_Work order_.
Write out the entries below exactly. End with the line that contains "Trace the roads".

Dataset entries
[Start of Attachment]

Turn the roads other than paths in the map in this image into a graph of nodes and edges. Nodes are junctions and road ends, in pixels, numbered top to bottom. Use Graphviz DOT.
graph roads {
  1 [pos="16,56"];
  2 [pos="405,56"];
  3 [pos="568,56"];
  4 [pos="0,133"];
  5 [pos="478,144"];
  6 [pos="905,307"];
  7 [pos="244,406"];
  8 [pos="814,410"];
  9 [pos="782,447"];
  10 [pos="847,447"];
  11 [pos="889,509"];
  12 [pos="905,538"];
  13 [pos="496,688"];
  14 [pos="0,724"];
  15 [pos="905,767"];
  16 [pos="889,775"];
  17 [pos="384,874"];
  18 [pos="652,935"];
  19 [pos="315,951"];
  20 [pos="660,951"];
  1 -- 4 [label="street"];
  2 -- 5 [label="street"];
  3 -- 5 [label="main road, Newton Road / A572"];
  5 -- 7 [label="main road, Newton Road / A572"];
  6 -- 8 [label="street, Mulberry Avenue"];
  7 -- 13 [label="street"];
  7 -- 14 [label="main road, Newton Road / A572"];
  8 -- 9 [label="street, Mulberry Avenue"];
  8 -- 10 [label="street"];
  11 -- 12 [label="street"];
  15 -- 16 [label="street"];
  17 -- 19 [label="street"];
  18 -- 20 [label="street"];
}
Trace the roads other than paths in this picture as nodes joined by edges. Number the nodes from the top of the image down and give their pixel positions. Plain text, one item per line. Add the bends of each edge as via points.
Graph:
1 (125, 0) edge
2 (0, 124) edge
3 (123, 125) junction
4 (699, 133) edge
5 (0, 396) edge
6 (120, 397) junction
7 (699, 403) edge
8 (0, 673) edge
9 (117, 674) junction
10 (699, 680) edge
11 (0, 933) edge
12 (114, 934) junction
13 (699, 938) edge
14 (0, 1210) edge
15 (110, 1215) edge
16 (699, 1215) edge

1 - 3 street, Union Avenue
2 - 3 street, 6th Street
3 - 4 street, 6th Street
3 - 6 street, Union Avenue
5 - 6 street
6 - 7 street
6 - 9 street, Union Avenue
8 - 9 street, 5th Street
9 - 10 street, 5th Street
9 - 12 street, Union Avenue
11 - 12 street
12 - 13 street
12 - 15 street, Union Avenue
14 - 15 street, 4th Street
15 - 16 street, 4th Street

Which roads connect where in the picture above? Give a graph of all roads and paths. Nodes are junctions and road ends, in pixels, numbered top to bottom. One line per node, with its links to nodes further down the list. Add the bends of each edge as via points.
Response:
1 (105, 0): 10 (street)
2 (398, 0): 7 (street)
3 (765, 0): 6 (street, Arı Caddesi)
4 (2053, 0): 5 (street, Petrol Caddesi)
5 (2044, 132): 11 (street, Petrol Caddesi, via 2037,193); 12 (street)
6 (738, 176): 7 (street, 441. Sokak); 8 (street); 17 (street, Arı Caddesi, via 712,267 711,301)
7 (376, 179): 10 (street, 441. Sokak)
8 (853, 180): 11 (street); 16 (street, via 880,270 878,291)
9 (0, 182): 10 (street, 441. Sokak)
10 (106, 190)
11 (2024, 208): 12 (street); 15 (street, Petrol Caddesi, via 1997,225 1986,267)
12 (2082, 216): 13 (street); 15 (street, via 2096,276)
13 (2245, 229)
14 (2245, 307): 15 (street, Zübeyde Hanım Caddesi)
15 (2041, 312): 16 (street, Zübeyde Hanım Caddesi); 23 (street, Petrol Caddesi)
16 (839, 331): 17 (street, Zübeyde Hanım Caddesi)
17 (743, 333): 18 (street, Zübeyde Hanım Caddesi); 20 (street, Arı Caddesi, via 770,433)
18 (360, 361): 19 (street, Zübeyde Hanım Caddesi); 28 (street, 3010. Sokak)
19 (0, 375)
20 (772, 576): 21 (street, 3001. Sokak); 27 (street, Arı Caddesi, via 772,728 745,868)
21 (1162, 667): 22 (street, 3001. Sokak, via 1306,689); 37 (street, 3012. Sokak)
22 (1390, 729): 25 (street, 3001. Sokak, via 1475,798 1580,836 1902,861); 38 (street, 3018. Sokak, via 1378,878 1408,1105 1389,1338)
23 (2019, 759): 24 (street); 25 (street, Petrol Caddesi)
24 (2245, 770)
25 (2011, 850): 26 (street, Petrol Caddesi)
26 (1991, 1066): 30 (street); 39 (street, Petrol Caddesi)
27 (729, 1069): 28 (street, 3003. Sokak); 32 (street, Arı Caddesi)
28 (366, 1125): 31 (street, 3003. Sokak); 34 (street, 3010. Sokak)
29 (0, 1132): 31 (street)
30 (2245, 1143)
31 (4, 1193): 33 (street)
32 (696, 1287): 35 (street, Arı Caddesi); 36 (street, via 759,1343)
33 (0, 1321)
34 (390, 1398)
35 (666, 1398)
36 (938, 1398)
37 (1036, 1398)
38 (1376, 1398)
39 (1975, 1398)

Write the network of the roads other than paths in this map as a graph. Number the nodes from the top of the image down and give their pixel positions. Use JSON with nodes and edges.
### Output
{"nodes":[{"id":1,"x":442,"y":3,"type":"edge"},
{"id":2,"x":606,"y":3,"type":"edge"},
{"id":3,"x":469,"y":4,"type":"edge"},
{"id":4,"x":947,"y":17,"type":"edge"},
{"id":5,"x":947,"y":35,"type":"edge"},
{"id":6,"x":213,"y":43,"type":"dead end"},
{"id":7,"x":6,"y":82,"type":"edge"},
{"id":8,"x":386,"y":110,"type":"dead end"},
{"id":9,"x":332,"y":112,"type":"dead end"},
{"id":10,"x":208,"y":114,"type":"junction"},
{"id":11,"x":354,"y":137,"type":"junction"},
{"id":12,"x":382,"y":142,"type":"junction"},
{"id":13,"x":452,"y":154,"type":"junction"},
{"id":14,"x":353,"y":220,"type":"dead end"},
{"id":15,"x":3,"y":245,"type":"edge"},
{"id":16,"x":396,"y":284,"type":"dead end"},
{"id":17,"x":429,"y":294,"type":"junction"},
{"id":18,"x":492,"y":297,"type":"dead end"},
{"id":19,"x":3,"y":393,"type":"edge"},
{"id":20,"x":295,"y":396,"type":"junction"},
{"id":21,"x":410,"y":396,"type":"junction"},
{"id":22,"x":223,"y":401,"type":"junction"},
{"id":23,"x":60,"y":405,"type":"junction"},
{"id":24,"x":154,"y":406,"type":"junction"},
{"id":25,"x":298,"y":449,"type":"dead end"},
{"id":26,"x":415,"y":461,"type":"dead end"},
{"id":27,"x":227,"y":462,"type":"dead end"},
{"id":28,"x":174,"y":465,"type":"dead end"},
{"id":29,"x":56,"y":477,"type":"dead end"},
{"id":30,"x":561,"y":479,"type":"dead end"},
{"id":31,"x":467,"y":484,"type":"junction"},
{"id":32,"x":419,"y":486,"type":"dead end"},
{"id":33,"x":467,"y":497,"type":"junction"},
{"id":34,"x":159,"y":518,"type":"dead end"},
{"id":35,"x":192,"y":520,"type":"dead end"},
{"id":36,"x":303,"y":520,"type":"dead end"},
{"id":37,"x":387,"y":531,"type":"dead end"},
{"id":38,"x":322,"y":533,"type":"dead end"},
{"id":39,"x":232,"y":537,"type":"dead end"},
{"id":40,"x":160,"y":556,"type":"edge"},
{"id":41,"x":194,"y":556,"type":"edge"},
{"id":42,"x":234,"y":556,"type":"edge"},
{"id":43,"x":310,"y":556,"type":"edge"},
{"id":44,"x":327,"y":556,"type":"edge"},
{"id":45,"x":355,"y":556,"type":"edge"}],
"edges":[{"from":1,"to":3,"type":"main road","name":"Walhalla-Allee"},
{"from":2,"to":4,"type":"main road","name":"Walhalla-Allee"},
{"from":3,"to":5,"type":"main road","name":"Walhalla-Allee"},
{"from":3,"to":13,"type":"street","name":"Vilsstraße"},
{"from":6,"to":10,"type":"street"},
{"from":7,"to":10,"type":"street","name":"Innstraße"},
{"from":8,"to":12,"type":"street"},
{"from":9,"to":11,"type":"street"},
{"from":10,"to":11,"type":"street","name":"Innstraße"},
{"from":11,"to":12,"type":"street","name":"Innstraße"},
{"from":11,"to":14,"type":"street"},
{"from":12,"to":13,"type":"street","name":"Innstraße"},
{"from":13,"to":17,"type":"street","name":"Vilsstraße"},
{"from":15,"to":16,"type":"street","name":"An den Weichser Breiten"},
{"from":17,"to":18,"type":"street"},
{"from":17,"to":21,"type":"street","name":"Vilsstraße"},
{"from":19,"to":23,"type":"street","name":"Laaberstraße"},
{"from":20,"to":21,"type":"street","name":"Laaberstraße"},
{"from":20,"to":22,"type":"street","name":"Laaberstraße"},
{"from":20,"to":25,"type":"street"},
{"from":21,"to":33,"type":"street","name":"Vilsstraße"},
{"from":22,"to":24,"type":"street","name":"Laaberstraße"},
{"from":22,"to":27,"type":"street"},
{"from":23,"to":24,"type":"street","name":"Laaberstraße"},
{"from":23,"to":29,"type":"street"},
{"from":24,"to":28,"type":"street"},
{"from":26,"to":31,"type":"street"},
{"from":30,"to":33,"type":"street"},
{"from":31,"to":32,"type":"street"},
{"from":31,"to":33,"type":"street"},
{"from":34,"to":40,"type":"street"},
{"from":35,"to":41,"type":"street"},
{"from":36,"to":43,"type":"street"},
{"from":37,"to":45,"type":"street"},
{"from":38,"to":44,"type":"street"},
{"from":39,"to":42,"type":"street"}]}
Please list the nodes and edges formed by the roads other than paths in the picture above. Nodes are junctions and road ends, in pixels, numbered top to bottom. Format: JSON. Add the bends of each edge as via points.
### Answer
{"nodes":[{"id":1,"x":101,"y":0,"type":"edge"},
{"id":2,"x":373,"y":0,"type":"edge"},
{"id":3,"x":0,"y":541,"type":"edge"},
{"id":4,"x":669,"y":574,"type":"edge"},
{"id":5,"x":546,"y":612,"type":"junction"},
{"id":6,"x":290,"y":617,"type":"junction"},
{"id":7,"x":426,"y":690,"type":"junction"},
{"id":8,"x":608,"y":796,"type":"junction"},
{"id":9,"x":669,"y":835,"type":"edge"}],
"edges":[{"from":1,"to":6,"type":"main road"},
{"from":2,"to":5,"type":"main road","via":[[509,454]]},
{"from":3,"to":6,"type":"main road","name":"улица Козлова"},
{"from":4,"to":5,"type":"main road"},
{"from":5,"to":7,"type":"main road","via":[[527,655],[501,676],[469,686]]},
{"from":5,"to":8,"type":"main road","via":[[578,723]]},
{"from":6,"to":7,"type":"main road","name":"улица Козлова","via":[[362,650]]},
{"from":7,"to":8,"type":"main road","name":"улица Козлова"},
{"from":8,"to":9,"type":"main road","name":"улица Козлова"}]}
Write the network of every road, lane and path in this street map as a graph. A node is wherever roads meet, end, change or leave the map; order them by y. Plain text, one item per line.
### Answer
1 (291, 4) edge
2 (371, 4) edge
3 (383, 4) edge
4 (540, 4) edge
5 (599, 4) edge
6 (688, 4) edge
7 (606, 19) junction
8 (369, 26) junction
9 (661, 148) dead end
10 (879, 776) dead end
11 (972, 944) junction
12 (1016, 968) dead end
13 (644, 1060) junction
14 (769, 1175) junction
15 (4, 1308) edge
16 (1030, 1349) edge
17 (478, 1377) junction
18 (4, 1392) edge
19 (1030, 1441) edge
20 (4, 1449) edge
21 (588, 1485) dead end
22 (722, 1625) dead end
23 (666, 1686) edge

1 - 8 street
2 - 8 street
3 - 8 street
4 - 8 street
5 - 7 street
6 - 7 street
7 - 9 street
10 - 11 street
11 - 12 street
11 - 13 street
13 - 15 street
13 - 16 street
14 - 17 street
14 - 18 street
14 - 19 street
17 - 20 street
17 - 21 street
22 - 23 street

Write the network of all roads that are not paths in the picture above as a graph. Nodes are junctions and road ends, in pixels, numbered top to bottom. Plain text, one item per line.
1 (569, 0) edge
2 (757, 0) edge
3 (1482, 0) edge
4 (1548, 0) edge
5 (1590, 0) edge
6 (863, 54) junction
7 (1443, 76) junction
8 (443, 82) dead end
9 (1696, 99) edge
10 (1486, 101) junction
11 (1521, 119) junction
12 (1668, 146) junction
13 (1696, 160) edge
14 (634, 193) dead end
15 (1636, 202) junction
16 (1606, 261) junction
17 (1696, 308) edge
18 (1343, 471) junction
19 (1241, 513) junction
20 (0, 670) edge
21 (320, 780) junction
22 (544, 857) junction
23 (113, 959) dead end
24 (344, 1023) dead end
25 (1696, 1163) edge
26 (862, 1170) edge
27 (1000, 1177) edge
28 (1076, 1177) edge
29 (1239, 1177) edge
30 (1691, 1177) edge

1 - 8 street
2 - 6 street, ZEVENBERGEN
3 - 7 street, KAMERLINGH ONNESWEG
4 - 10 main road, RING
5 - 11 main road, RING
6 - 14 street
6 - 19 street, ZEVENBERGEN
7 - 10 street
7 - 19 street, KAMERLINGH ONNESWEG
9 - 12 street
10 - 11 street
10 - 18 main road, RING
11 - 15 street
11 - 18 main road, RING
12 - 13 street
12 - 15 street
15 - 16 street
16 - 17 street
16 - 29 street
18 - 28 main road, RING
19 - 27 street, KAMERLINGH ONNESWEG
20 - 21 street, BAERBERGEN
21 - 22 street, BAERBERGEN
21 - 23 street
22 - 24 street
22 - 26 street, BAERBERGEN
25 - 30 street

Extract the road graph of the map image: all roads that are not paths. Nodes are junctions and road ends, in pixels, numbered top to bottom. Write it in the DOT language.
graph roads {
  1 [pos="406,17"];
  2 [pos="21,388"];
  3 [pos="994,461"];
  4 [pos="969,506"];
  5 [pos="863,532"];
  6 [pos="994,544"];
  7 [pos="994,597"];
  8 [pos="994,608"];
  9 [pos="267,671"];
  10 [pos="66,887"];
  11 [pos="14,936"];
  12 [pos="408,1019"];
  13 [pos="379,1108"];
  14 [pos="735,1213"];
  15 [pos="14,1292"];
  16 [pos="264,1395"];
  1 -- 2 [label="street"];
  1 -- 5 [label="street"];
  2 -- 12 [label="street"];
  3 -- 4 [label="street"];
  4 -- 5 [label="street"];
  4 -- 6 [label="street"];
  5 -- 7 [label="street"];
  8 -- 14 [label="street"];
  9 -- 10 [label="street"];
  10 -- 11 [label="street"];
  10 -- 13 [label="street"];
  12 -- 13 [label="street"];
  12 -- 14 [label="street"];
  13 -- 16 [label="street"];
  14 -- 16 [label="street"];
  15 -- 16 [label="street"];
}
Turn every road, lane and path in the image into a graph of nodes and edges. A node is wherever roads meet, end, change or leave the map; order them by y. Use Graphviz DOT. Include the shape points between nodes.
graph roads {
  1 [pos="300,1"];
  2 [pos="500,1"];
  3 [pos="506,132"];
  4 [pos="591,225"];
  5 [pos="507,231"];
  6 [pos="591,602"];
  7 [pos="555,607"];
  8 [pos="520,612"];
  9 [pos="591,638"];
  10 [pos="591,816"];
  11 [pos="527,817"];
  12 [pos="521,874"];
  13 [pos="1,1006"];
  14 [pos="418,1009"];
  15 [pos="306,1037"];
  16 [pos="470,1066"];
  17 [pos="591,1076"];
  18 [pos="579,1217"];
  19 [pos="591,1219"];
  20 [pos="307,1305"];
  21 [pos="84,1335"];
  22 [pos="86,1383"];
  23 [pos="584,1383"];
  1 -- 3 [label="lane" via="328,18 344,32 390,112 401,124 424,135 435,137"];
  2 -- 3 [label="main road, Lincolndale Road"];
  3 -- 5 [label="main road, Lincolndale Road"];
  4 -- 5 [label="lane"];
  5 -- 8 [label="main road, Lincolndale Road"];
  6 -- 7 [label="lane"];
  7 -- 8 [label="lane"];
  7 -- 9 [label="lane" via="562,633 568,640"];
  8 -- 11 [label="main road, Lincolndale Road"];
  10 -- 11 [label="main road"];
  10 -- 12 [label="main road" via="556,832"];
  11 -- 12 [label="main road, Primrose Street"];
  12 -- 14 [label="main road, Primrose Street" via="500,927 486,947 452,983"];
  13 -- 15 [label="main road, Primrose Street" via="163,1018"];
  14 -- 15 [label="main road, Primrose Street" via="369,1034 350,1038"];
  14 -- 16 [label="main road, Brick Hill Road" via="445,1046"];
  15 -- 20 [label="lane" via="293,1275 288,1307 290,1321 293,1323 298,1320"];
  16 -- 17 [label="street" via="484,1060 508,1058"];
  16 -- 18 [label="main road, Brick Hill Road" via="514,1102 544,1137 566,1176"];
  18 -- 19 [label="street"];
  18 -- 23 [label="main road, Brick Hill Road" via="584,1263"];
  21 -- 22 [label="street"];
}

[End of Attachment]

_Result_.
Turn the roads other than paths in the map in this image into a graph of nodes and edges. Nodes are junctions and road ends, in pixels, numbered top to bottom. Use Graphviz DOT.
graph roads {
  1 [pos="16,56"];
  2 [pos="405,56"];
  3 [pos="568,56"];
  4 [pos="0,133"];
  5 [pos="478,144"];
  6 [pos="905,307"];
  7 [pos="244,406"];
  8 [pos="814,410"];
  9 [pos="782,447"];
  10 [pos="847,447"];
  11 [pos="889,509"];
  12 [pos="905,538"];
  13 [pos="496,688"];
  14 [pos="0,724"];
  15 [pos="905,767"];
  16 [pos="889,775"];
  17 [pos="384,874"];
  18 [pos="652,935"];
  19 [pos="315,951"];
  20 [pos="660,951"];
  1 -- 4 [label="street"];
  2 -- 5 [label="street"];
  3 -- 5 [label="main road, Newton Road / A572"];
  5 -- 7 [label="main road, Newton Road / A572"];
  6 -- 8 [label="street, Mulberry Avenue"];
  7 -- 13 [label="street"];
  7 -- 14 [label="main road, Newton Road / A572"];
  8 -- 9 [label="street, Mulberry Avenue"];
  8 -- 10 [label="street"];
  11 -- 12 [label="street"];
  15 -- 16 [label="street"];
  17 -- 19 [label="street"];
  18 -- 20 [label="street"];
}
Trace the roads other than paths in this picture as nodes joined by edges. Number the nodes from the top of the image down and give their pixel positions. Plain text, one item per line. Add the bends of each edge as via points.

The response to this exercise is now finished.